OptionsForm is opened through MainForm like this

OptionsForm formOptions = new OptionsForm();
if (formOptions.ShowDialog(this) == DialogResult.OK)
{
    // etc..
}

//...

public string otherLabel
    {
        get { return formMainLabel.Text; }
        set { formMainLabel.Text = value; }
    }

In OptionsForm I have a NumericUpDown and want to hold its value

private MainForm mainForm = null;
public OptionsForm(Form callingForm)
{
    mainForm = callingForm as MainForm;
    InitializeComponent();
}
// ...
private void btnOK_Click(object sender, EventArgs e)
{
     this.mainForm.someLabel= someBox.Value.ToString(); // NumericUpDown
     this.mainForm.otherLabel = "abc";       //>>> Getting NullReferenceException
     this.Close();
}

Now I can hold my settings but I'm getting a NullReferenceException. I tryed this but it's still not working. Any sugestion?

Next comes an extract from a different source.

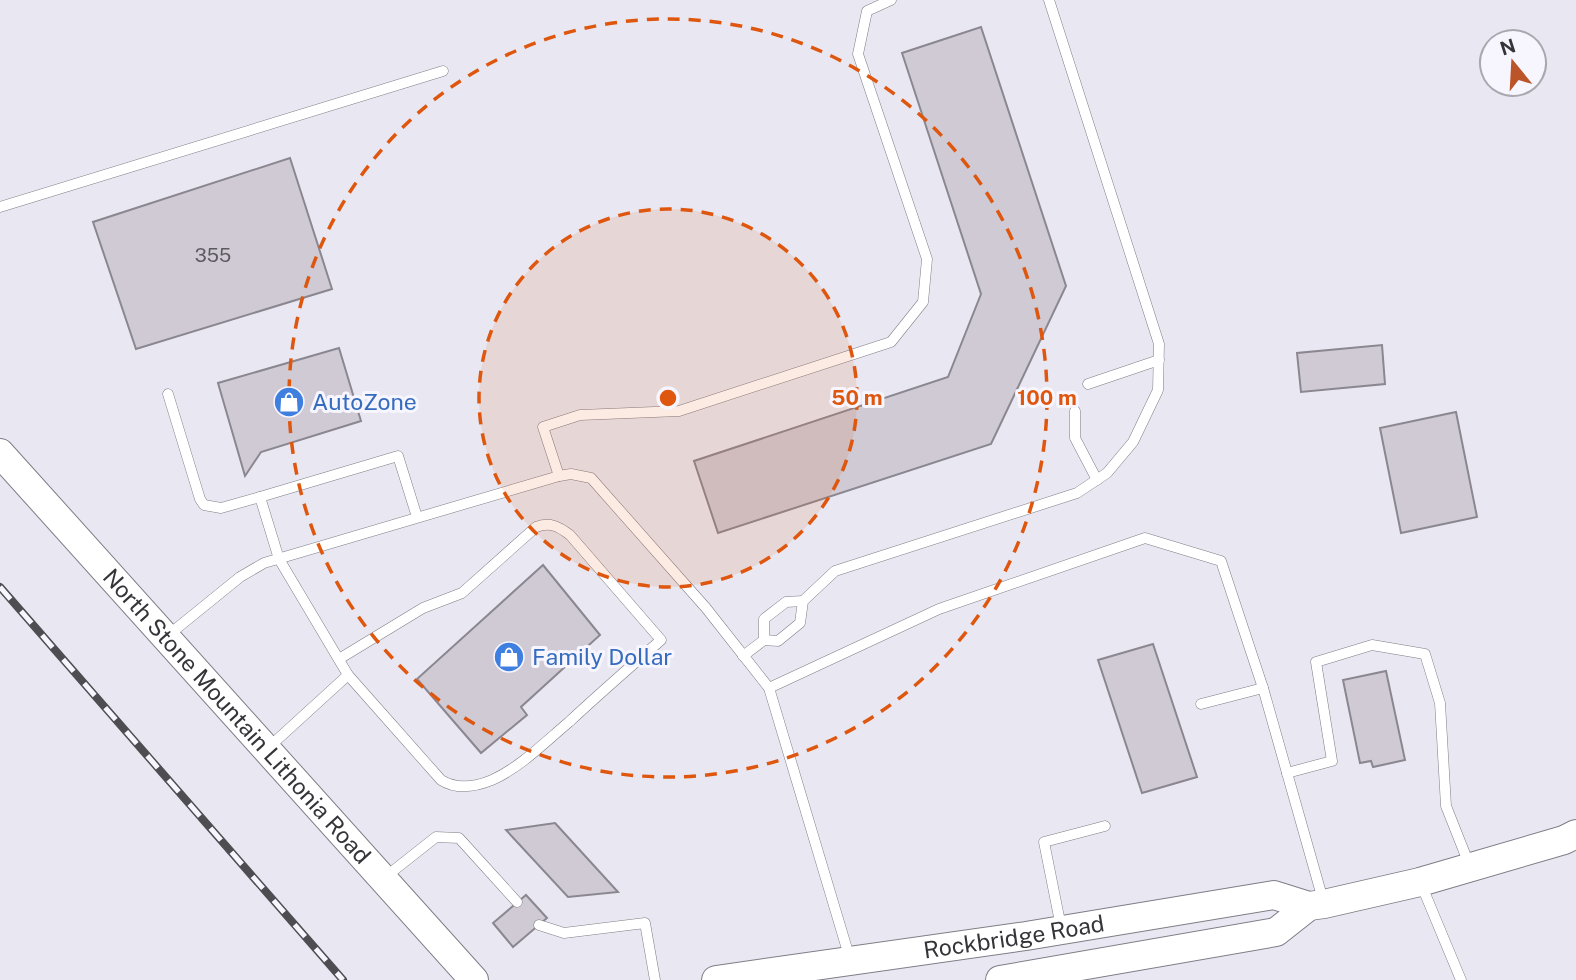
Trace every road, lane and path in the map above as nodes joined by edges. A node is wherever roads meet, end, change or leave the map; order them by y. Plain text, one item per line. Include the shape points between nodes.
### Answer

You either need to populate the fields manually every time you open the form, rely on some form of data binding, or keep the instance of the form around instead of recycling it every time you close it. Kind of need more details to give a good answer. — Eric Andres, Sep 04 '13 at 17:47
need to see the relevant code! strip out everything but code involved in this problem — Michael, Sep 04 '13 at 17:47
Are you wanting to persist changes between application starts? You should be able to access the user settings. — Mark Hall, Sep 04 '13 at 18:13
@EricAndres if I use `this.Hide();` it's "safe" for my application? — mafap, Sep 04 '13 at 18:15
@MarkHall yes, when the user opens OptionsForm he should see the last settings he made — mafap, Sep 04 '13 at 18:18
@mafap Just as Mark said,it's best to use the settings file to store these values if you want to store them between application sessions. — devavx, Sep 04 '13 at 18:25
@MarkHall I had misunderstood the question. When the program is restarted user have the default settings. Settings just persist when program is opened — mafap, Sep 04 '13 at 18:26
@MarkHall sorry again, [this](http://stackoverflow.com/a/18620966/2208810) solved the holding issue but now i'm getting an Exception. Any sugestion? — mafap, Sep 05 '13 at 16:04
You are newing up your FormOptions in your declarations, Try declaring it there, but new it up in your initializer assigning 'this` to it like you did before. — Mark Hall, Sep 05 '13 at 16:29
@MarkHall I updated with what I have, I'm not sure if it is what you were talking about but it's still not working — mafap, Sep 05 '13 at 17:45
I am assuming you used the example that Hans gave you. He is newing up the FormOptions in the declaration section of your main form. Leave the declaration there but new it up in the MainForms constructor instead. — Mark Hall, Sep 05 '13 at 18:02
@MarkHall Yes, I'm using his example. Previously I was using `FormOptions formOptions = new FormOptions(this); formOptions.ShowDialog();` without his example and it was uploading the settings in main form but not holding them. Now it is holding the settings in Options form but not uploading. I'm getting an exception — mafap, Sep 05 '13 at 19:24
@mafap Here is an [example Pastebin](http://pastebin.com/qcWtaxj9) of what I am trying to say. — Mark Hall, Sep 06 '13 at 04:53
Perfect @MarkHall now it works! I was declaring optionsForm in a wrong place. Thanks for your time :) — mafap, Sep 06 '13 at 10:14

score 5 · Answer 1 · answered Sep 04 '13 at 18:12

ShowDialog() was already made to support this. It is different from Show(), other than it being modal, it also prevents the form object from being disposed when the user closes it. So you can simply call ShowDialog() again, the controls keep their original values:

    private OptionsForm options = new OptionsForm();

    private void button1_Click(object sender, EventArgs e) {
        if (options.ShowDialog(this) == DialogResult.OK) {
            // etc..
        }
    }

    protected override void OnFormClosed(FormClosedEventArgs e) {
        options.Dispose();
        base.OnFormClosed(e);
    }

This works perfect. But... if I have this line in OptionsForm `this.mainForm.someLabel= someBox.Value.ToString();` (what it is needed and it was working before to change settings in MainForm) I get a `NullReferenceException` ("Object reference not set to an instance of an object."). How can it be fixed? — mafap, Sep 05 '13 at 01:18

score 1 · Answer 2 · answered Sep 04 '13 at 17:52

1

Well, you should pass these values to OptionsForm, feel free to write custom constructor for OpptionsForm and call it when you need.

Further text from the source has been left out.